## [PROBLEM TO WORK ON]
Search the material for the word "sans" and copy every line in which it occurs.

---- DATA FOR ANALYSIS

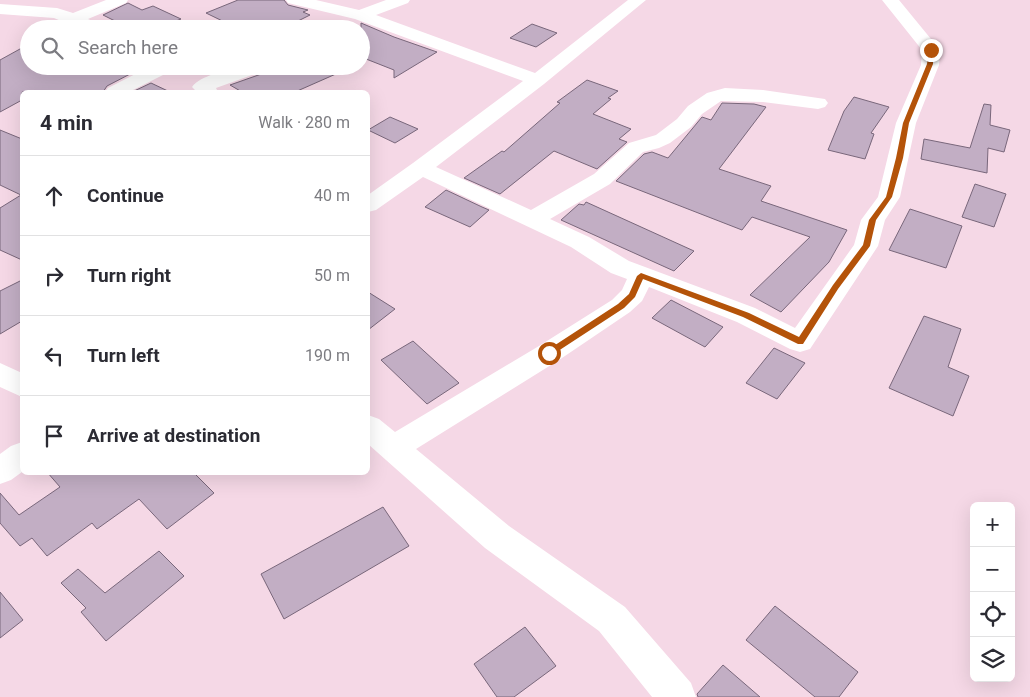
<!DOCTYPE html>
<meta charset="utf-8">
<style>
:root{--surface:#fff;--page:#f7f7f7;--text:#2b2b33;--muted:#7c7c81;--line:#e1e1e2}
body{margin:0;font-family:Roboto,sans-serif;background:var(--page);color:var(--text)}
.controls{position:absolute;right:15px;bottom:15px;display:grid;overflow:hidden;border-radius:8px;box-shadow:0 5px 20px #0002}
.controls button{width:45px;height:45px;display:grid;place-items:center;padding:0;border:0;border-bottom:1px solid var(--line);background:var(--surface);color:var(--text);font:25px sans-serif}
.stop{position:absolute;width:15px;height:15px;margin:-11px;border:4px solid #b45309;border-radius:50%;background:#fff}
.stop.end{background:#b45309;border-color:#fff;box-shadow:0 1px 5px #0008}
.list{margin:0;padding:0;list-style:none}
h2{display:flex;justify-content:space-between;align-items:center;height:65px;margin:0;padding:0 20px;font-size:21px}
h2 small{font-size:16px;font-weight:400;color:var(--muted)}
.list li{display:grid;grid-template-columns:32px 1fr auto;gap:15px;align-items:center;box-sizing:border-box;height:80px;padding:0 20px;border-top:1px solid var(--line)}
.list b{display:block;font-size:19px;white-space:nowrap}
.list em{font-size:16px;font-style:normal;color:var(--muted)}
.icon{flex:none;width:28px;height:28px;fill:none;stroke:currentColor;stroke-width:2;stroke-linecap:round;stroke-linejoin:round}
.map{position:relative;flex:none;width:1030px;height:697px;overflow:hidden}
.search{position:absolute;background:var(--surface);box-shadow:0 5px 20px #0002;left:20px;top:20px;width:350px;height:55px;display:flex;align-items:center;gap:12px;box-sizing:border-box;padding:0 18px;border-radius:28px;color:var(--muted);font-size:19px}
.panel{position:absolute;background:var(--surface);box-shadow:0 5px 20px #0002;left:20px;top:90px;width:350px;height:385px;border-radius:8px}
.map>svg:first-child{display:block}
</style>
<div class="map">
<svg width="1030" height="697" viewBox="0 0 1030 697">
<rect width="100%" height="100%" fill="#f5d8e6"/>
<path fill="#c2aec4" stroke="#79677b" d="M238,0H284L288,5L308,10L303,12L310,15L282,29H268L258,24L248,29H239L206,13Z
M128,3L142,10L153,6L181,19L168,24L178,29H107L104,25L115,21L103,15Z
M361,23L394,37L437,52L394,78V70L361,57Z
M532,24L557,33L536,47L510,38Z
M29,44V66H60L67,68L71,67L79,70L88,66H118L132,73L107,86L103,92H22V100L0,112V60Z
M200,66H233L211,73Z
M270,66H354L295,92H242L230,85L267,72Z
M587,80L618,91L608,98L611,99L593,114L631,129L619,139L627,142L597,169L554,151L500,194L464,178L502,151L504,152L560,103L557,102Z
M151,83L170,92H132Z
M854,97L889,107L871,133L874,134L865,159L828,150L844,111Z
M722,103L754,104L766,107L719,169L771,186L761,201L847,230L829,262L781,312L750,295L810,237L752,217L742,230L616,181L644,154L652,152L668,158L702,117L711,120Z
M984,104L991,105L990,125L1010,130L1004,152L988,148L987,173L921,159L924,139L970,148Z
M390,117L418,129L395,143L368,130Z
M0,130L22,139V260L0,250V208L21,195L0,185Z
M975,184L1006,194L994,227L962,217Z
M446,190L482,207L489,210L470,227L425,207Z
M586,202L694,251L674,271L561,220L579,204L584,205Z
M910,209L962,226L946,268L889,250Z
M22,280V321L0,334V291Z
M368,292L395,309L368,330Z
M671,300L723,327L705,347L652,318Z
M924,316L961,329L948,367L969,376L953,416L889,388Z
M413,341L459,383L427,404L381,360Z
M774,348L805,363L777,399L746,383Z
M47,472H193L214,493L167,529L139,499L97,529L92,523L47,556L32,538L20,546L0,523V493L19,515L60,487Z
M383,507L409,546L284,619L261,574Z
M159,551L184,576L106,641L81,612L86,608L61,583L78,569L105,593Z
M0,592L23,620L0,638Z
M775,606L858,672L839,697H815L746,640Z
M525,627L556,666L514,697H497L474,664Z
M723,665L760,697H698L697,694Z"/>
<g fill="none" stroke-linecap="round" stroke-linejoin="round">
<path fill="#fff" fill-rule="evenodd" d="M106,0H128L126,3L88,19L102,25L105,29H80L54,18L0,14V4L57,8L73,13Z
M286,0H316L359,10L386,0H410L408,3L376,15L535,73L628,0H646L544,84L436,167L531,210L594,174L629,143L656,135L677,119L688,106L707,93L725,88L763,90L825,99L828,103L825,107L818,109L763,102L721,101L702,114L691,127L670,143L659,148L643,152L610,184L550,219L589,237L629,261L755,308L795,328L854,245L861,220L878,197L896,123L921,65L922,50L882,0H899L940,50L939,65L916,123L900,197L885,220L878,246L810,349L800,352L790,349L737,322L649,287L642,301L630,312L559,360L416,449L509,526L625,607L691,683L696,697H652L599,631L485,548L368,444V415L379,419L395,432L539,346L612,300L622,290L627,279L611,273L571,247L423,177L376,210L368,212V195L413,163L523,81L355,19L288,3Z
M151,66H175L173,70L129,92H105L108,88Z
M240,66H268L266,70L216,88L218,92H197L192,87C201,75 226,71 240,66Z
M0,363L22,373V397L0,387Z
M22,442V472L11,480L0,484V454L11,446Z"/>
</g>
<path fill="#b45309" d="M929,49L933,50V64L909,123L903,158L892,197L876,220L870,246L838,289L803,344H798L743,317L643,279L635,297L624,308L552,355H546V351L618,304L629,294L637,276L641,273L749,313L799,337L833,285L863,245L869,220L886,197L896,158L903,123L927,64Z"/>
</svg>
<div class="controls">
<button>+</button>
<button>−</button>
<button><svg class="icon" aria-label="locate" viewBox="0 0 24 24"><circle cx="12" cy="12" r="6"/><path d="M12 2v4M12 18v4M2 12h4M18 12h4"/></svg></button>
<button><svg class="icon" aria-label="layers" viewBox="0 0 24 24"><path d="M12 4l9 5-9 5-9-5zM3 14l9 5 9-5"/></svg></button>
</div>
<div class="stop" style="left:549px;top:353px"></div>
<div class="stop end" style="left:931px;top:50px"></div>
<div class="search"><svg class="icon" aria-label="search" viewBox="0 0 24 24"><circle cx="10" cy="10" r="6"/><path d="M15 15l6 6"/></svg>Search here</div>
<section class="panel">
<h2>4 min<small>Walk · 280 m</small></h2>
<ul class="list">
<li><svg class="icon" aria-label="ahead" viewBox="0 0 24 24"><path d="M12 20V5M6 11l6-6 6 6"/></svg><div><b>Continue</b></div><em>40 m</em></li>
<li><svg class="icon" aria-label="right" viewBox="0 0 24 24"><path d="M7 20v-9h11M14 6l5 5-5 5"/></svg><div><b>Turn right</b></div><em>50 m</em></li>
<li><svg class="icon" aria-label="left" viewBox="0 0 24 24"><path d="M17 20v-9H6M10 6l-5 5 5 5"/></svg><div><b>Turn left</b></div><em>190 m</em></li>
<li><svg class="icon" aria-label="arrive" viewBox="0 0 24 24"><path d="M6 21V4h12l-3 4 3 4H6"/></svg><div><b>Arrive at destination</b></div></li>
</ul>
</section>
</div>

--------

## [WRITTEN REPLY]
body{margin:0;font-family:Roboto,sans-serif;background:var(--page);color:var(--text)}
.controls button{width:45px;height:45px;display:grid;place-items:center;padding:0;border:0;border-bottom:1px solid var(--line);background:var(--surface);color:var(--text);font:25px sans-serif}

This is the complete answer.